Il giudice del lavoro di Melfi ha reintegrato i tre operai della Fiat-Sata, licenziati a luglio per un presunto «sabotaggio della produzione». Contro il provvedimento nei confronti di Antonio Lamorte, Giovanni Barozzino (delegati della Fiom) e Marco Pignatelli (iscritto Fiom) aveva fatto ricorso l'organizzazione sindacale della Cgil per comportamento antisindacale.

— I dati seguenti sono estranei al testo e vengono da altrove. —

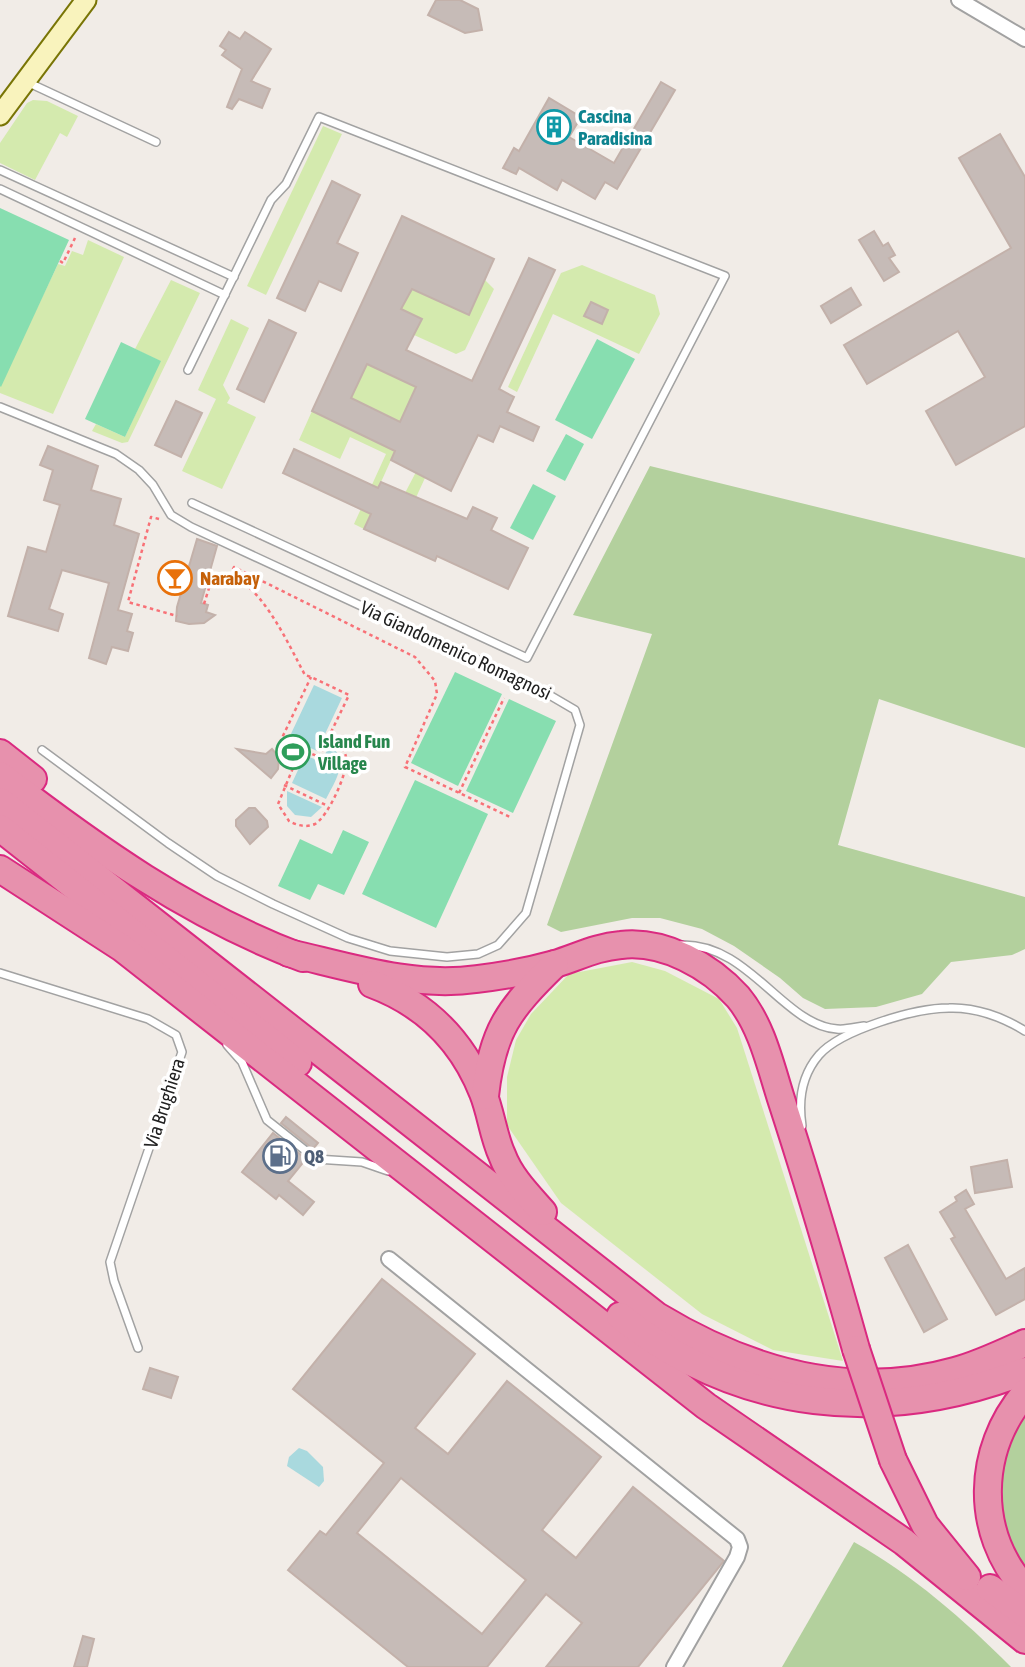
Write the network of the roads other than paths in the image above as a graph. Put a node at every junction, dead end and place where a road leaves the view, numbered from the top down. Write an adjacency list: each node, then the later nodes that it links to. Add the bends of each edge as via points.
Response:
1 (86, 0): 4 (main road)
2 (959, 0): 3 (street)
3 (1025, 39)
4 (25, 81): 5 (main road); 6 (lane)
5 (0, 115)
6 (156, 142)
7 (0, 170): 9 (lane)
8 (0, 189): 10 (lane)
9 (234, 277): 10 (lane); 13 (lane, via 318,117 725,276 527,658)
10 (225, 295): 11 (lane)
11 (188, 370)
12 (0, 407): 14 (lane, Via Giandomenico Romagnosi, via 116,454 139,470 175,517 534,686 575,710 580,725 526,913 498,946 478,954 447,957 411,955 348,937 217,876)
13 (192, 503)
14 (42, 750)
15 (0, 753): 21 (highway)
16 (0, 775): 21 (highway, via 86,841)
17 (0, 801): 36 (highway)
18 (0, 828): 39 (highway, via 644,1335 723,1377 793,1399 899,1403 963,1393)
19 (0, 851): 23 (highway)
20 (0, 869): 23 (highway)
21 (192, 909): 24 (highway)
22 (649, 946): 25 (highway, via 623,944 587,950); 28 (lane, via 695,945 728,958 814,1023 837,1029); 34 (highway, via 688,958 716,976 751,1018)
23 (122, 947): 27 (highway)
24 (289, 953): 25 (highway, via 396,978 434,982); 30 (highway, via 392,991 421,1008 446,1030)
25 (555, 964): 30 (highway, via 517,1001 502,1025)
26 (0, 972): 38 (lane, Via Brughiera, via 148,1019 176,1035 182,1052 179,1064 110,1262)
27 (174, 988): 31 (lane, via 242,1062 267,1119 316,1159 362,1161); 33 (highway)
28 (872, 1026): 29 (lane, via 949,1007 984,1013); 34 (lane, via 820,1054 806,1075 800,1096)
29 (1025, 1031)
30 (485, 1096): 36 (highway, via 502,1158 524,1191)
31 (392, 1174)
32 (402, 1179): 33 (lane)
33 (451, 1206): 42 (highway, via 706,1406)
34 (820, 1217): 42 (highway, bridge, via 856,1349 893,1460 918,1514 953,1559)
35 (389, 1259): 44 (street, via 737,1539 737,1557)
36 (597, 1269): 37 (highway, via 699,1342 796,1376 899,1380 955,1371)
37 (1025, 1343)
38 (138, 1348)
39 (1025, 1371)
40 (1025, 1393): 41 (highway, via 994,1443 987,1490 992,1531)
41 (1025, 1589)
42 (1014, 1618): 43 (highway)
43 (1025, 1640)
44 (674, 1667)

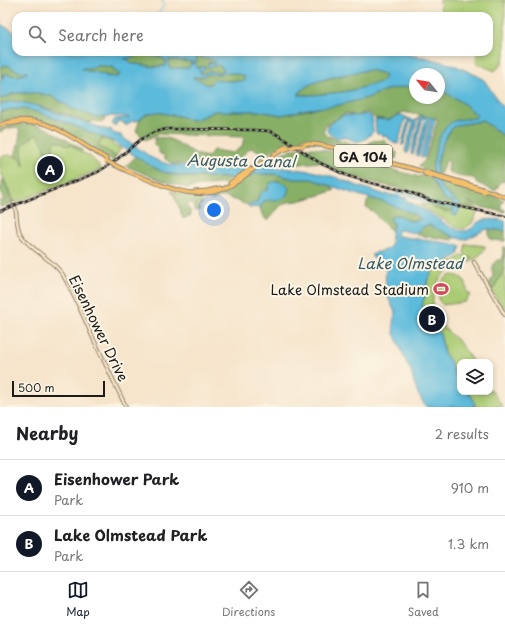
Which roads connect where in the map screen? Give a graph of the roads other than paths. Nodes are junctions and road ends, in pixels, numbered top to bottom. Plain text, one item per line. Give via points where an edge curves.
1 (0, 126) edge
2 (505, 198) edge
3 (14, 203) dead end
4 (474, 262) dead end
5 (505, 315) edge
6 (126, 407) edge

1 - 2 main road, GA 104, bridge via 20,122 43,124 128,170 176,190 194,194 216,192 226,188 282,149 309,144 321,145 481,188
3 - 6 street, Eisenhower Drive via 21,235 63,275
4 - 5 street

Secondo l'azienda, durante lo sciopero del 6 luglio scorso, i tre avevano bloccato alcuni carrelli che trasportavano componenti provocando, così, il fermo della catena di montaggio.

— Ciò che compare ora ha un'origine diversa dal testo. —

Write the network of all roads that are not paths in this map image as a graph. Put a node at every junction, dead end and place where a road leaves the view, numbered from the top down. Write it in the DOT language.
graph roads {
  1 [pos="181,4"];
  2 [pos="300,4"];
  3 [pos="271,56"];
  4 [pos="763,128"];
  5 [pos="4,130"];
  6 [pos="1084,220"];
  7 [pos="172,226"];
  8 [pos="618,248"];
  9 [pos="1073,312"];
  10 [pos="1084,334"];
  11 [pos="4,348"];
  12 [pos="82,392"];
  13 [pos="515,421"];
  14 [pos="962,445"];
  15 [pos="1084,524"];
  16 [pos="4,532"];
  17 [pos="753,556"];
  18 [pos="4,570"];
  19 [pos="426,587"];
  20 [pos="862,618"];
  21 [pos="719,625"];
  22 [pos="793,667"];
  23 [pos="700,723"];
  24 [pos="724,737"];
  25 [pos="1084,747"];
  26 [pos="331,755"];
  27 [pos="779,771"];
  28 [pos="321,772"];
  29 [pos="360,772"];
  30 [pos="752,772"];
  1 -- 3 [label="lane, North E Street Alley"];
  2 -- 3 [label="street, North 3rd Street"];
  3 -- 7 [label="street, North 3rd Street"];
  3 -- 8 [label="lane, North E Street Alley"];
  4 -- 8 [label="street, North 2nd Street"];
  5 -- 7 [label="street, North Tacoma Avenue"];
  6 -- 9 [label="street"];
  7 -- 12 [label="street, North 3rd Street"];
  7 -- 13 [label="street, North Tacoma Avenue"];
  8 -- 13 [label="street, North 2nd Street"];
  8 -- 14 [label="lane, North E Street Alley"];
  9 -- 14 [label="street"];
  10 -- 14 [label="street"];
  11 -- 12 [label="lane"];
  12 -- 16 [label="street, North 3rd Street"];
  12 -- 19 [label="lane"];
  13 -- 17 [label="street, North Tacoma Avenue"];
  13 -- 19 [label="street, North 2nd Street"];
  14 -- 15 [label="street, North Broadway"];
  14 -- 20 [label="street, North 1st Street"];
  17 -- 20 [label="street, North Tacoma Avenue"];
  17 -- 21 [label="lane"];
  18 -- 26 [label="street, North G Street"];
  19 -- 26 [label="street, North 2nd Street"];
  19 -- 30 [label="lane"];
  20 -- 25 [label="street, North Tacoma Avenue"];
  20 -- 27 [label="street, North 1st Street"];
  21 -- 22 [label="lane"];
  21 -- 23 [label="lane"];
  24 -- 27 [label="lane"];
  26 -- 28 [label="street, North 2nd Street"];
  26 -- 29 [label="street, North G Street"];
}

Per confutare le accuse dell'azienda la Fiom ha citato nel ricorso oltre 40 testimoni, presenti in fabbrica, di cui cinque sono stati sentiti dal giudice che oggi ha depositato il decreto con il quale dichiara l'antisindacalità del provvedimento disciplinare e ordina all'azienda l'immediato reintegro dei lavoratori nel posto di lavoro.

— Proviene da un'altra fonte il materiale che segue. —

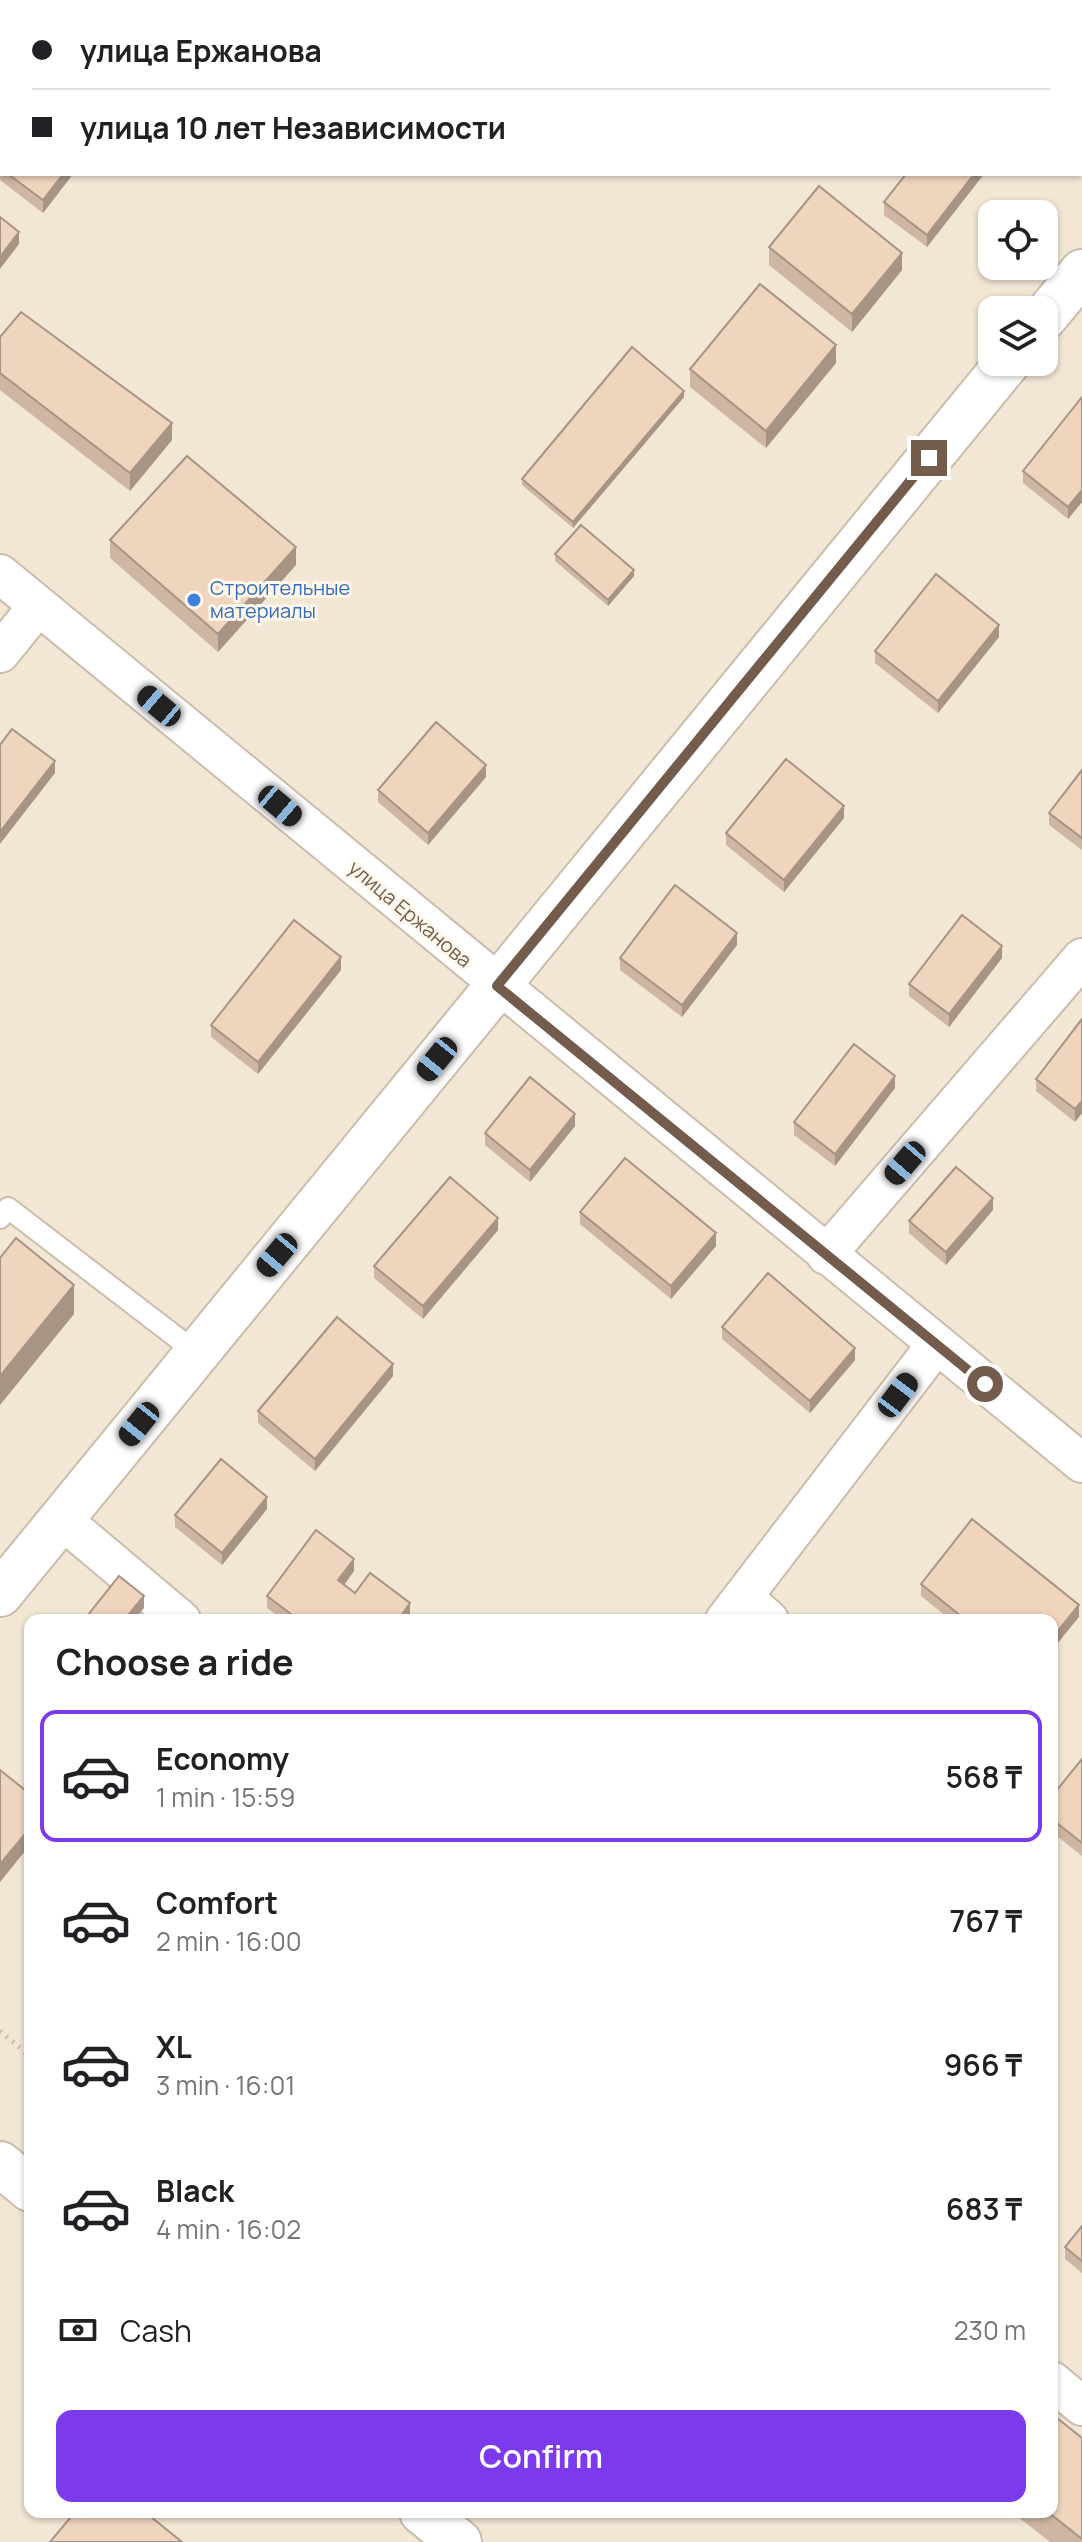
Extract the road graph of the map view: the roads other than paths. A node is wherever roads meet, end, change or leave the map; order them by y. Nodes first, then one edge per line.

Grande soddisfazione è stata espressa dal segretario generale della Fiom, Maurizio Landini che ora chiede di riaprire «un confronto alla pari». Secondo il segretario generale della Uilm, Rocco Palombella, il provvedimento «è una magra soddisfazione» perchè si poteva evitare «di mettere a ferro è fuoco lo stabilimento, dissuadendo così il Lingotto a produrre la monovolume L0 nel sito: lo stesso risultato si poteva ottenere andando subito dal giudice».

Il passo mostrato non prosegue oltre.